Differences. Where Linda has become angry, I have become depressed. I do see other blogging caregivers upset. Both Linda and I ran to the Lord for help, however. She is philosophical when she writes, "Life is full of transitions, and most of us don’t like this fact.” (p. 27)

She is mad that her mom was leaving her through this slow death. I have lost both parents and my first husband—but not by the slow painful death. “I suffered all the negative emotions of anger, resentment, fear, and doubt; and about the only thing I did right was to continue to cry out to the Lord. . . .my anger was not reserved for my mother. No one I love was safe from my tirade of words.” (pp. 63-64) “I was afraid of being left alone in the world.” (p. 203) I had been alone as a widow in the past, and feel with friends I will be able to handle this. I am however afraid of finances and my husband's deterioration due to Alzheimer's. Heaven awaits him as well as me. This life is not all. I know Linda recognizes that too, but she doesn't dwell on it as much as the loss of her mother.

Insights from Linda

• Be the facilitator. "This ability to separate the disease process from the Mother I knew and loved was a crucial shift in my thinking. Once I gained an acceptance of the fact that her aberrant behaviors were disease related, I no longer viewed myself as the long-suffering caregiver who was putting up with her mother’s difficult behaviors. I was to be a facilitator, not a dictator. I became a fellow soldier with my mother in the battle against Alzheimer’s. I was on her side."(p. 100) Don’t be patronizing or treat my husband like a child I realized.

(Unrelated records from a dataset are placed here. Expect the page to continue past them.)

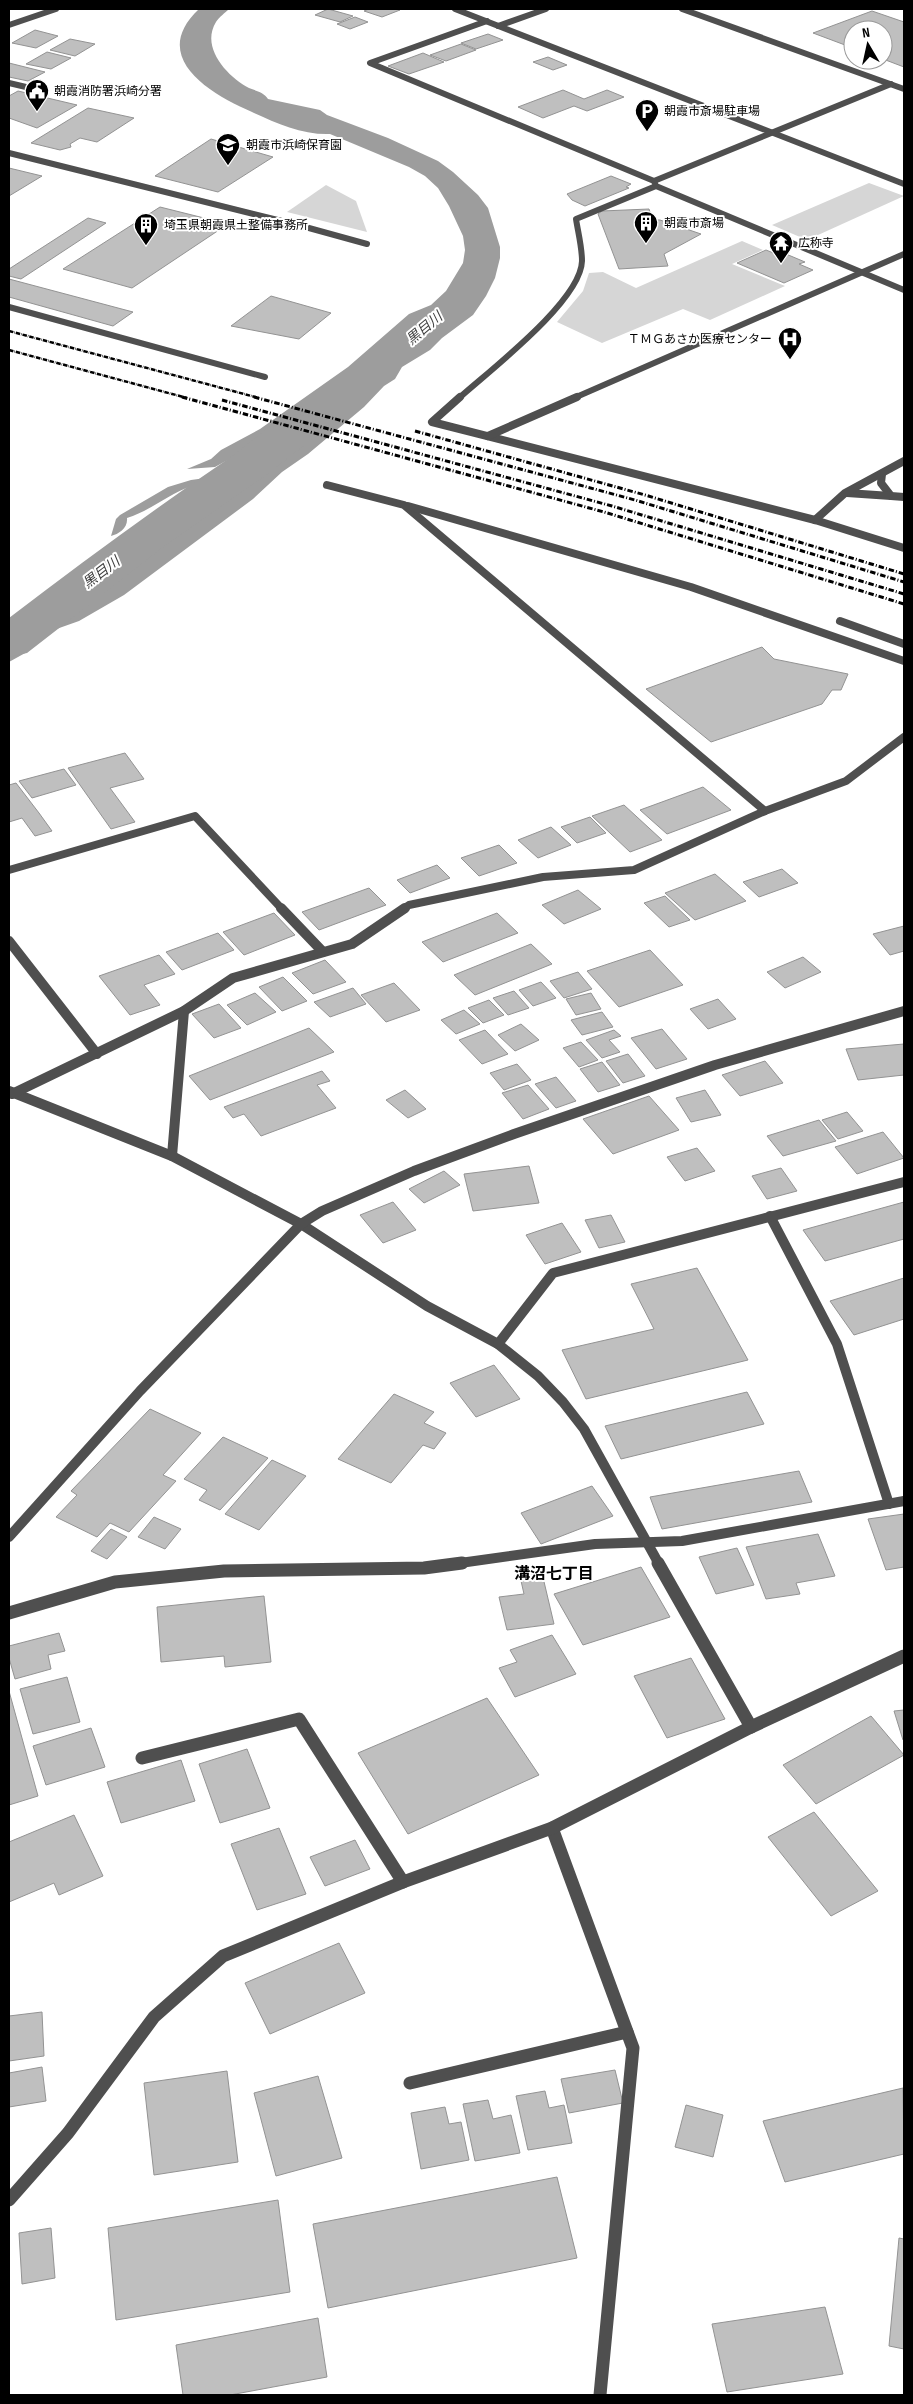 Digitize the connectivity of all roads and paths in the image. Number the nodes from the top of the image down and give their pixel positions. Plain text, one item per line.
1 (56, 9) edge
2 (455, 9) edge
3 (546, 9) edge
4 (682, 9) edge
5 (487, 21) junction
6 (9, 25) edge
7 (498, 26) junction
8 (9, 83) edge
9 (891, 84) junction
10 (904, 89) edge
11 (43, 92) dead end
12 (773, 134) junction
13 (9, 153) edge
14 (655, 184) junction
15 (904, 184) edge
16 (367, 244) dead end
17 (904, 254) edge
18 (863, 274) junction
19 (904, 290) edge
20 (9, 307) edge
21 (265, 377) dead end
22 (488, 436) junction
23 (904, 461) edge
24 (882, 474) junction
25 (327, 485) dead end
26 (845, 493) junction
27 (891, 496) junction
28 (904, 497) edge
29 (404, 505) junction
30 (815, 520) junction
31 (904, 548) edge
32 (840, 621) dead end
33 (904, 644) edge
34 (904, 661) edge
35 (904, 737) edge
36 (765, 811) junction
37 (9, 870) edge
38 (9, 941) edge
39 (323, 952) junction
40 (184, 1011) junction
41 (904, 1011) edge
42 (97, 1054) junction
43 (10, 1094) edge
44 (172, 1156) junction
45 (904, 1182) edge
46 (770, 1216) junction
47 (301, 1224) junction
48 (498, 1344) junction
49 (904, 1502) edge
50 (889, 1504) junction
51 (9, 1537) edge
52 (647, 1543) junction
53 (9, 1613) edge
54 (904, 1656) edge
55 (751, 1727) junction
56 (142, 1758) dead end
57 (552, 1828) junction
58 (403, 1882) junction
59 (626, 2032) junction
60 (410, 2084) dead end
61 (9, 2200) edge
62 (600, 2395) edge

1 - 6 street
2 - 5 street
3 - 7 street
4 - 9 street
5 - 7 street
5 - 14 street
7 - 12 street
8 - 11 street
9 - 10 street
9 - 12 street
12 - 14 street
12 - 15 street
13 - 16 street
14 - 18 street
14 - 22 street
17 - 18 street
18 - 19 street
18 - 22 street
20 - 21 street
22 - 30 street
23 - 24 street
24 - 26 street
24 - 27 street
25 - 29 street
26 - 27 street
26 - 30 street
27 - 28 street
29 - 34 street
29 - 36 street
30 - 31 street
32 - 33 street
35 - 36 street
36 - 39 street
37 - 39 street
38 - 42 street
39 - 40 street
40 - 42 street
40 - 44 street
41 - 47 street
42 - 43 street
43 - 44 street
44 - 47 street
45 - 46 street
46 - 48 street
46 - 50 street
47 - 48 street
47 - 51 street
48 - 52 street
49 - 50 street
50 - 52 street
52 - 53 street
52 - 55 street
54 - 55 street
55 - 57 street
56 - 58 street
57 - 58 street
57 - 59 street
58 - 61 street
59 - 60 street
59 - 62 street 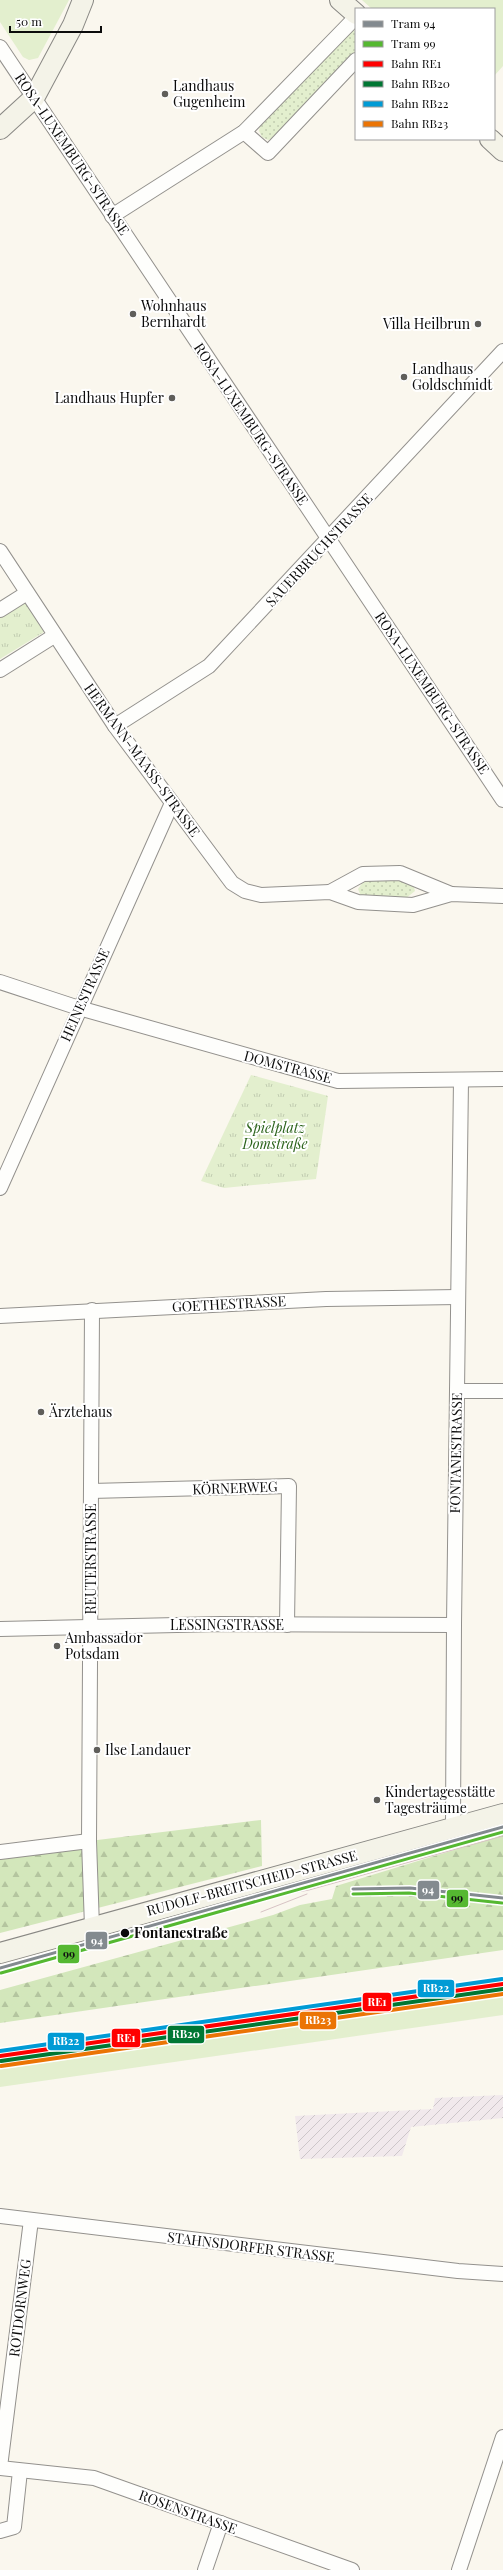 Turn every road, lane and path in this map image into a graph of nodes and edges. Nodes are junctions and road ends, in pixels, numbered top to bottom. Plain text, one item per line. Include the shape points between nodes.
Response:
1 (83, 0) edge
2 (340, 0) edge
3 (355, 13) edge
4 (355, 18) edge
5 (0, 47) edge
6 (355, 61) edge
7 (34, 98) junction
8 (0, 129) edge
9 (244, 132) junction
10 (491, 140) edge
11 (503, 151) edge
12 (112, 216) junction
13 (503, 351) edge
14 (329, 540) junction
15 (0, 551) edge
16 (27, 593) junction
17 (0, 610) edge
18 (54, 636) junction
19 (0, 670) edge
20 (115, 726) junction
21 (503, 800) edge
22 (172, 803) junction
23 (330, 892) junction
24 (451, 894) junction
25 (503, 896) edge
26 (0, 982) edge
27 (79, 1008) junction
28 (503, 1079) edge
29 (461, 1080) junction
30 (0, 1188) edge
31 (458, 1297) junction
32 (92, 1310) junction
33 (0, 1316) edge
34 (457, 1391) junction
35 (503, 1391) edge
36 (91, 1491) junction
37 (287, 1625) junction
38 (454, 1625) junction
39 (90, 1627) junction
40 (0, 1628) edge
41 (503, 1814) edge
42 (453, 1827) junction
43 (89, 1841) junction
44 (0, 1852) edge
45 (92, 1927) junction
46 (0, 1953) edge
47 (0, 2216) edge
48 (31, 2220) junction
49 (503, 2274) edge
50 (503, 2437) edge
51 (0, 2467) edge
52 (20, 2471) junction
53 (221, 2523) junction
54 (0, 2531) edge
55 (205, 2570) edge
56 (352, 2570) edge
57 (459, 2570) edge

1 - 7 street via 73,25
2 - 3 street
4 - 9 street
5 - 7 street, ROSA-LUXEMBURG-STRASSE
6 - 9 street via 268,153
7 - 8 street
7 - 12 street, ROSA-LUXEMBURG-STRASSE
9 - 12 street
10 - 11 street
12 - 14 street, ROSA-LUXEMBURG-STRASSE
13 - 14 street, SAUERBRUCHSTRASSE
14 - 20 street, SAUERBRUCHSTRASSE via 209,666
14 - 21 street, ROSA-LUXEMBURG-STRASSE
15 - 16 street, HERMANN-MAASS-STRASSE
16 - 17 street
16 - 18 street, HERMANN-MAASS-STRASSE
18 - 19 street
18 - 20 street, HERMANN-MAASS-STRASSE
20 - 22 street, HERMANN-MAASS-STRASSE
22 - 23 street, HERMANN-MAASS-STRASSE via 232,883 245,891 261,895
22 - 27 street, HEINESTRASSE
23 - 24 street, HERMANN-MAASS-STRASSE via 358,902 413,904
23 - 24 street, HERMANN-MAASS-STRASSE via 363,874 400,873
24 - 25 street, HERMANN-MAASS-STRASSE
26 - 27 street, DOMSTRASSE
27 - 29 street, DOMSTRASSE via 338,1081
27 - 30 street, HEINESTRASSE
28 - 29 street, DOMSTRASSE
29 - 31 street, FONTANESTRASSE
31 - 32 street, GOETHESTRASSE via 326,1299
31 - 34 street, FONTANESTRASSE
32 - 33 street, GOETHESTRASSE
32 - 36 street, REUTERSTRASSE
34 - 35 street
34 - 38 street, FONTANESTRASSE
36 - 37 street, KÖRNERWEG via 289,1486
36 - 39 street, REUTERSTRASSE
37 - 38 street, LESSINGSTRASSE
37 - 39 street, LESSINGSTRASSE
38 - 42 street, FONTANESTRASSE
39 - 40 street, LESSINGSTRASSE
39 - 43 street, REUTERSTRASSE
41 - 42 street, RUDOLF-BREITSCHEID-STRASSE
42 - 45 street, RUDOLF-BREITSCHEID-STRASSE
43 - 44 street
43 - 45 street, REUTERSTRASSE
45 - 46 street, RUDOLF-BREITSCHEID-STRASSE
47 - 48 street, STAHNSDORFER STRASSE
48 - 49 street, STAHNSDORFER STRASSE via 458,2271
48 - 51 street, ROTDORNWEG
50 - 57 street
51 - 52 street, ROSENSTRASSE
52 - 53 street, ROSENSTRASSE via 94,2478
52 - 54 street via 14,2527
53 - 55 street
53 - 56 street, ROSENSTRASSE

• Linda points out the wait time between diagnosis and death and calls for the patience of release, the patience of acceptance, the patience of faith, the patience of hope and the patience of love. (p. 106) I will go back to that page often.

• “I need to discover the difference between casting my cares on Jesus and casting blame on others. . . . I needed to ask God’s forgiveness for the harm I’d done to others while I was preoccupied with a struggle against my own burdens.” (p 121-2) Oh yes, Linda, I have been hurt by thinking others owed more attention to our situation. Instead I have to cast my cares on the Lord and flee to him.

• Linda’s mom used to have many friends, but now it was just Linda. However my husband still has friends and new friends such as Jim. We have to keep up these friendships while we can.

• “The Lord was the one who had placed the job title, 'Alzheimer’s Caregiver,' after my name," writes Linda on p. 201.

• “I must not lapse to self-pity, and I must not look at my own sacrifice. There is nothing I can surrender to the Lord that will not spring forth new life in Him.” ( p. 243) Wonderful insight.

• “If you find yourself bound with resentment from the feeling that you have been appointed to be the center of your loved one’s universe, let yourself off the hook. God is the Provider for your loved one, and He will provide for you too.” (p. 163). Linda, I am going to memorize these words.

Thanks so much, Linda, for providing this rich fellowship for me. I wrote a review on Amazon and another site and will continue to look for your posts.